Short-term diabetes alters K+ currents in rat ventricular myocytes.

The electrophysiological properties of single ventricular myocytes from control rats and from rats made diabetic by streptozotocin (STZ) injection (100 mg/kg body weight) have been investigated using whole-cell voltage-clamp measurements. Our major goal was to define the effects of diabetes on rate-dependent changes in action potential duration and the underlying outward K+ currents. As early as 4 to 6 days after STZ treatment, significant elevation of plasma glucose levels occurs, and the action potential duration increases. In both control and diabetic rats, when the stimulation rate is increased, the action potential is prolonged, but this lengthening is considerably more pronounced in myocytes from diabetic rats. In ventricular myocytes from diabetic rats, the Ca(2+)-independent transient outward K+ current (I(t)) is reduced in amplitude, and its reactivation kinetics are slowed.
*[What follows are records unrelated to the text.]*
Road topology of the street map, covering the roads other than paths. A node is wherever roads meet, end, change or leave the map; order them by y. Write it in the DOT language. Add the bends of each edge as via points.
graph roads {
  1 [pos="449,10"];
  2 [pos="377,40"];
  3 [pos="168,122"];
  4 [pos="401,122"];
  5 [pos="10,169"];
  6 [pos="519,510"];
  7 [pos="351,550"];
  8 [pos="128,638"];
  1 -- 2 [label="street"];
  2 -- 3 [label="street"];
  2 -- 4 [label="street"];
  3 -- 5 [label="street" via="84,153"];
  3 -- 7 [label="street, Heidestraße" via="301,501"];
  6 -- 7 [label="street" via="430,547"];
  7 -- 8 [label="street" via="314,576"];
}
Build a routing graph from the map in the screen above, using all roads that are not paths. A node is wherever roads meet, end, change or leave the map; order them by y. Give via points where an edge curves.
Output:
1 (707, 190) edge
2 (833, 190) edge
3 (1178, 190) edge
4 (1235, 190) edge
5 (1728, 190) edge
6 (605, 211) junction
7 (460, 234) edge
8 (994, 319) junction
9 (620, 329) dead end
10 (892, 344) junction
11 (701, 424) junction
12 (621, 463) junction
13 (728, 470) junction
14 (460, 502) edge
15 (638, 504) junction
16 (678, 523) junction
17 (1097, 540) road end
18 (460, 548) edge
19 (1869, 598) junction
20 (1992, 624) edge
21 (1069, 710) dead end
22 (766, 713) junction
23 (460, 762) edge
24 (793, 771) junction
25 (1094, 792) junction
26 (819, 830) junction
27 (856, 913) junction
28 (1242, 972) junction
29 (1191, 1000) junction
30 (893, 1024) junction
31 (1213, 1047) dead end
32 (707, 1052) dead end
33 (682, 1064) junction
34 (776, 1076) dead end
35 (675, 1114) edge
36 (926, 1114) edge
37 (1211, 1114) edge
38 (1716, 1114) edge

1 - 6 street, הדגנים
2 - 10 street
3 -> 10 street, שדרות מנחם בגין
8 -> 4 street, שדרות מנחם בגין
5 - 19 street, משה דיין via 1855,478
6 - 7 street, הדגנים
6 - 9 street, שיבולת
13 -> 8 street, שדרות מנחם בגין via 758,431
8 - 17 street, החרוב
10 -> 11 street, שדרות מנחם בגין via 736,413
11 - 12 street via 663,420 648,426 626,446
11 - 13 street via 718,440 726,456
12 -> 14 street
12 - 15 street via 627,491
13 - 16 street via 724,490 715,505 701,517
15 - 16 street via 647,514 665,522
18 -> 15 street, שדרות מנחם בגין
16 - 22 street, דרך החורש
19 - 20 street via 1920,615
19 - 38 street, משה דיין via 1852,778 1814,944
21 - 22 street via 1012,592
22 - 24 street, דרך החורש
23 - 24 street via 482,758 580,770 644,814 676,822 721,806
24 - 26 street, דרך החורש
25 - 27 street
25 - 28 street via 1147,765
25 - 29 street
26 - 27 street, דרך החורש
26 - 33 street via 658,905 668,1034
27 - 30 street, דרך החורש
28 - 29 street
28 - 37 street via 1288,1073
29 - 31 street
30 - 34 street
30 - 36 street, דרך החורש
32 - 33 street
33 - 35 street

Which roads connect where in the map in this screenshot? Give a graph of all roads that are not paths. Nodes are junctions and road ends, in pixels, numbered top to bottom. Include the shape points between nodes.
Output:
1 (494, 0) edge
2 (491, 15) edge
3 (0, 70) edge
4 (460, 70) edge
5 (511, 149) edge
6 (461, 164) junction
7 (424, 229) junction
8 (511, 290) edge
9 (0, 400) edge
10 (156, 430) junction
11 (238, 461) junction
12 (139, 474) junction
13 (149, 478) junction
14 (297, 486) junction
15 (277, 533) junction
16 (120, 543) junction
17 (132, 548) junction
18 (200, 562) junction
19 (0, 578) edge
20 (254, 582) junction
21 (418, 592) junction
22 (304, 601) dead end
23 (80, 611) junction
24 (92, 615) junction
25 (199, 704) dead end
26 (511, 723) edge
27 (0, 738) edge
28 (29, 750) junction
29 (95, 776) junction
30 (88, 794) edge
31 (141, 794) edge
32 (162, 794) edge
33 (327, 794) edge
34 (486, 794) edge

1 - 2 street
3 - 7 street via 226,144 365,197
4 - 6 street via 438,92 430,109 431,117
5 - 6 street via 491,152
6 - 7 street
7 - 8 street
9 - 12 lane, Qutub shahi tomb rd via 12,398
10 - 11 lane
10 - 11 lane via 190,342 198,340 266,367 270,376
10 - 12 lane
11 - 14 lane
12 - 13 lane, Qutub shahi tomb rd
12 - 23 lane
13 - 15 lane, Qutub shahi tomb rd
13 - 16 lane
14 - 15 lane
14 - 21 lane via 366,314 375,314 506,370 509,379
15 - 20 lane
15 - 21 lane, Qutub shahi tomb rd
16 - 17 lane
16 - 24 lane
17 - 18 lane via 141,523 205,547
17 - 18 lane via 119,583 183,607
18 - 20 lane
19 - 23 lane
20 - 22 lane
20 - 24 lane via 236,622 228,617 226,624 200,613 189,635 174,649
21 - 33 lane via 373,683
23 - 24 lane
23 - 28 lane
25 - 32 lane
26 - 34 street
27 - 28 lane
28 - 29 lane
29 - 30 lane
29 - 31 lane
These changes result in a smaller I(t) at physiological heart rates. The steady-state outward K+ current (IK) also exhibits rate-dependent attenuation, and this phenomenon is more pronounced in cells from diabetic rats. These STZ-induced changes in I(t) and IK also develop when a lower dose (55 mg/kg) of STZ is used and measurements are made after 7 weeks of treatment. These electrophysiological effects are not related to the hypothyroid conditions that accompany the diabetic state, since they cannot be reversed by replacement of the hormone L-triiodothyronine to physiological levels. Direct effects of STZ could be ruled out, since preceding the STZ injection with a bolus injection of 3-O-methylglucose, which prevents development of hyperglycemia, prevents the electrophysiological changes.(ABSTRACT TRUNCATED AT 250 WORDS)